Une « laïcité positive » absurde et rétrograde
 

Guidé par l'Esprit, Sarkozy souhaite donc instaurer la « laïcité positive ». Si l'on en croit son discours prononcé lors de la venue de Benoît XVI à Paris, il s'agirait de briser la frontière entre le « sens religieux » et l'action publique. Quatre objections peuvent être formulées :


  • - La vision de Sarkozy repose sur une grave erreur quant à la loi 1905. Cette loi garantit la liberté de conscience. Chaque citoyen peut donc adjoindre à sa participation à la vie de la Cité tel ou tel «sens religieux». Sarkozy, si cela lui chante, peut lui aussi agir en chrétien (même si parfois on a des doutes, mais laissons de côté les débats théologiques...)

  • - Comment peut-on organiser cette «laïcité positive»? Faut-il réunir un collège d'experts religieux à chaque grande décision? Mais alors comment les choisirait-on? Dans une religion dispersée comme l'Islam, attribuer une légitimité à un tel impliquerait que l'Etat et la politique procèdent à un arbitrage dans les conflits religieux.

  • - L'argument principal de Sarkozy en faveur d'une laïcité positive est que l'humanisme (censé inspirer son action...) constituerait la fille des religions monothéistes. On voit là une démarche foncièrement conservatrice. Obligés de s'en remettre à des textes millénaires, les citoyens seraient donc incapables d'établir eux-mêmes les conditions du progrès de la société. Tout reposerait sur l'héritage et plus rien sur les capacités de l'homme.


Sous « l'humanisme », le pur cynisme
 

Sous les discours clinquants et « humanistes » se cache un pur cynique. Rappelons l'action de Sarkozy en tant que ministre de l'intérieur. Il a mis en place le CFCM, Conseil Consultatif du Culte Musulman, organe semi-officiel chargé de réguler l'activité cultuelle musulmane en France. Au même moment, lors des émeutes de 2005, il fustige les « jeunes de banlieue » avec l'aide des médias qui les présentent comme provenant de l'immigration maghrébine.
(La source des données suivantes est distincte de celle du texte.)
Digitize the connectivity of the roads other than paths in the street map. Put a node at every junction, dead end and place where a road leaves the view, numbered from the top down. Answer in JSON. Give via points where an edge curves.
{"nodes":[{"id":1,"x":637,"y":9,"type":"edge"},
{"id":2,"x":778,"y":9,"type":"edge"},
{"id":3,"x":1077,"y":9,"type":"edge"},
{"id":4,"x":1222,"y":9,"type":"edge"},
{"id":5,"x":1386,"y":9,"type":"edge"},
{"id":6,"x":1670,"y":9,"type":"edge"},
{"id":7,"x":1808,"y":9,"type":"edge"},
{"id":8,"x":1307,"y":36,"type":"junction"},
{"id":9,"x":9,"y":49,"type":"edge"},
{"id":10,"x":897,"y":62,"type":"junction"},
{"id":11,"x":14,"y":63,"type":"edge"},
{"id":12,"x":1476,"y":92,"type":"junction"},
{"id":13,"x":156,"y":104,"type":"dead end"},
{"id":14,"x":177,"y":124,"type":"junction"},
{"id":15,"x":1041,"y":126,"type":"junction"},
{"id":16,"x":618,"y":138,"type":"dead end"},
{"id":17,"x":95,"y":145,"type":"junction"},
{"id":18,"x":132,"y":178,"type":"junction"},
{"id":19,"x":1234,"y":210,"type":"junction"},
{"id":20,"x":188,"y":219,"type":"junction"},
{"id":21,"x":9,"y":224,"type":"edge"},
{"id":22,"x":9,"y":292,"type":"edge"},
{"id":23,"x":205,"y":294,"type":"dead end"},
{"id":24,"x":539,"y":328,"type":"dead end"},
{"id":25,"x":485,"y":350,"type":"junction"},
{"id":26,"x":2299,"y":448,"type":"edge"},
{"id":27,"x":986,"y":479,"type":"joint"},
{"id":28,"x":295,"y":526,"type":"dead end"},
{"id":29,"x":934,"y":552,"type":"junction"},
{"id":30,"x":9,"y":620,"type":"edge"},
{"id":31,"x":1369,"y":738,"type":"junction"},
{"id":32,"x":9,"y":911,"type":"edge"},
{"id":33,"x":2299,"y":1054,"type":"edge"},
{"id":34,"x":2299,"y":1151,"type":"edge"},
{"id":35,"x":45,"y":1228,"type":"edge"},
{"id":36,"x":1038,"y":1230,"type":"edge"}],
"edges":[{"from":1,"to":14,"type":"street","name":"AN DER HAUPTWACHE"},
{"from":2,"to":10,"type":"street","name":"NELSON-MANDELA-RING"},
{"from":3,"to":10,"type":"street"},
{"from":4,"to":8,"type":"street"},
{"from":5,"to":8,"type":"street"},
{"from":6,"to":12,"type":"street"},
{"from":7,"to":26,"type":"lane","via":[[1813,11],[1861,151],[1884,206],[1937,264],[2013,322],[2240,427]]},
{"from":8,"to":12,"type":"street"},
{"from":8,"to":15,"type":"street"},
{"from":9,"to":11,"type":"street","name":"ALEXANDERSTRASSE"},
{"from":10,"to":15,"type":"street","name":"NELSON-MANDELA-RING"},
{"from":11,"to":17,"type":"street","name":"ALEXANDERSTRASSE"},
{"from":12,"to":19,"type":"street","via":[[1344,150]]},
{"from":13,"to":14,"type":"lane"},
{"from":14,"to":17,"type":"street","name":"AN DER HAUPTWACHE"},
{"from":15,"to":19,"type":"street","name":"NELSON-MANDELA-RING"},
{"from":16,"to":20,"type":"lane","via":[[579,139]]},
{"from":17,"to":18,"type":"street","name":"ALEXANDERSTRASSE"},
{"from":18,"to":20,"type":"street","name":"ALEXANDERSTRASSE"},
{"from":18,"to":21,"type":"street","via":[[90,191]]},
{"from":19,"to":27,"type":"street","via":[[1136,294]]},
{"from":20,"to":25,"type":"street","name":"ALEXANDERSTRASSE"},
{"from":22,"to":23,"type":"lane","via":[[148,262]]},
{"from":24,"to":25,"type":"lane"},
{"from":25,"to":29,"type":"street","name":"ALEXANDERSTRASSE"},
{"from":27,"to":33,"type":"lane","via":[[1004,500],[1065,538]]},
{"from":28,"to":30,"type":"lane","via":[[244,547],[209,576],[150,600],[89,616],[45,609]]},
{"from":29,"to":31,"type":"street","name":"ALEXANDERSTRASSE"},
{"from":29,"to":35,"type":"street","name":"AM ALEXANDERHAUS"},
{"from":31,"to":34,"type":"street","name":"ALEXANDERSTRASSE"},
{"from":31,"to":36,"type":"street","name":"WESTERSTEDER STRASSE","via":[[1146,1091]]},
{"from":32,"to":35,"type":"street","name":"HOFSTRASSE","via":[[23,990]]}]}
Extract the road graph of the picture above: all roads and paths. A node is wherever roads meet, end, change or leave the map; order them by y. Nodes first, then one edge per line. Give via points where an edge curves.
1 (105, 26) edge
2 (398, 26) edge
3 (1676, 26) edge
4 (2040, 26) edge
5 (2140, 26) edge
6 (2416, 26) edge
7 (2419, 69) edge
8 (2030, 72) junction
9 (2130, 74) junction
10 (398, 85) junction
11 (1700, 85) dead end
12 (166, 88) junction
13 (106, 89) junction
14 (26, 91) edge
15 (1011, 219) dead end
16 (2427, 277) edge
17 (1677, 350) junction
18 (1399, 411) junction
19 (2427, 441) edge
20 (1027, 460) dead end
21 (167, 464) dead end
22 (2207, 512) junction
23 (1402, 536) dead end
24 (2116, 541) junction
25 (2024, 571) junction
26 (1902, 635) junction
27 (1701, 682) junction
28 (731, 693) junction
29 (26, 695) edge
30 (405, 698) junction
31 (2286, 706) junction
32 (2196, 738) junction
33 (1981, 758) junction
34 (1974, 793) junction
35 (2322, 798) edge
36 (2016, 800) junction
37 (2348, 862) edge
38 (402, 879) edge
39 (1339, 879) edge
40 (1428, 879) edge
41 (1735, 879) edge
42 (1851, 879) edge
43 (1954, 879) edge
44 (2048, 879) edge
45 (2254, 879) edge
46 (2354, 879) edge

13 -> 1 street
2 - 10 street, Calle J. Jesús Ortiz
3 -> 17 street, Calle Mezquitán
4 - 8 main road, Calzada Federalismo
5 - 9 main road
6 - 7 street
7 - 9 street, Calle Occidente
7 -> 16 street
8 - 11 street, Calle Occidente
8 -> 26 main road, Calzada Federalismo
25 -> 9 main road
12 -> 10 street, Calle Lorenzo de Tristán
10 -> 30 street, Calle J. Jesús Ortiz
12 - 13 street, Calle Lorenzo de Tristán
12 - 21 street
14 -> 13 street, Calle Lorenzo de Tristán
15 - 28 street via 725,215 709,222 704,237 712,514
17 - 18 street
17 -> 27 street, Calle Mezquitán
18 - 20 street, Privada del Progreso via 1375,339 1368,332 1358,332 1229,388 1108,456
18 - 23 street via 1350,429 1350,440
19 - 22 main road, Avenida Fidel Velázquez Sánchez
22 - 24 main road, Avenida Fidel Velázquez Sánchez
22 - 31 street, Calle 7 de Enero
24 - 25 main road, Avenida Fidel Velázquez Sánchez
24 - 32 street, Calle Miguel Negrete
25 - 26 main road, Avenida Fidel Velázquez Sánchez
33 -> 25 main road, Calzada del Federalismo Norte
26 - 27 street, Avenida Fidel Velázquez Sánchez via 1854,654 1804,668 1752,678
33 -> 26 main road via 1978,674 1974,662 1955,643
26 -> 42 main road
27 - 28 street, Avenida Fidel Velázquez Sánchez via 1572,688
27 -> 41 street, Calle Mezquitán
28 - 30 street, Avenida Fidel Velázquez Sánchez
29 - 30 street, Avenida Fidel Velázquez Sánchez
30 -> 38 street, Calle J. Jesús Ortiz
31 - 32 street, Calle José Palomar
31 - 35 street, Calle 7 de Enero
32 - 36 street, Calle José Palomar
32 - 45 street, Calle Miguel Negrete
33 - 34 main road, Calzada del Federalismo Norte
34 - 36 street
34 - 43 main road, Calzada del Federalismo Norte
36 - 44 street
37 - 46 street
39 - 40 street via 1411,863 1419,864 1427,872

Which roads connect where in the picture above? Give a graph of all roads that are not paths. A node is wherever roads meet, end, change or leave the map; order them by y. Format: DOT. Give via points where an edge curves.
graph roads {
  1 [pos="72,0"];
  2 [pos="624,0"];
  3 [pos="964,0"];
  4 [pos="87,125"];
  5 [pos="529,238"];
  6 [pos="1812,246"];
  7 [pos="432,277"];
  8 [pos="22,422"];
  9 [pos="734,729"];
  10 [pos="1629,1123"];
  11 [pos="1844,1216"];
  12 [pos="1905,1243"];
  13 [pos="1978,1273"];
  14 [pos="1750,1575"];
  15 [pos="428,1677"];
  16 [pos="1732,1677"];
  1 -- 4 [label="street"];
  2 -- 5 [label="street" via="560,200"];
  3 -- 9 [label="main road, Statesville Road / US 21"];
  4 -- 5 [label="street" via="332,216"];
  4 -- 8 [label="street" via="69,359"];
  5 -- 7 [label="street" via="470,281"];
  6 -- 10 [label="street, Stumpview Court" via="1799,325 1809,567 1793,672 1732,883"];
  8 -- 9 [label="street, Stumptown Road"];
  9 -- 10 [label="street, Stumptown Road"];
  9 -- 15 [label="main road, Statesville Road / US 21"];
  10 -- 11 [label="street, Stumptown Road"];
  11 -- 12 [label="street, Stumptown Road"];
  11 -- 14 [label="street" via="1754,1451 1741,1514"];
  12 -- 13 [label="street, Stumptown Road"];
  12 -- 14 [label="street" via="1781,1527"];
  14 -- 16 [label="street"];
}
Le rapport entre ces deux évènements est très simple : organiser l'Islam doit servir in fine à ce que la République confie à l'imam - et non au travailleur social ou à l'enseignement - le soin de calmer les tensions dans les banlieues « difficiles ». Dans le discours de Latran prononcé en tant que Président, on y voit plus clair : Sarkozy regrette « le désert spirituel des banlieues ».
 

Quelle sottise a poussé Sarkozy à s'intéresser à la religion ? Cette piété soudaine n'a qu'un seul sens : le conservatisme pur et dur au détriment de la liberté des uns et des autres ainsi que la liberté des cultes.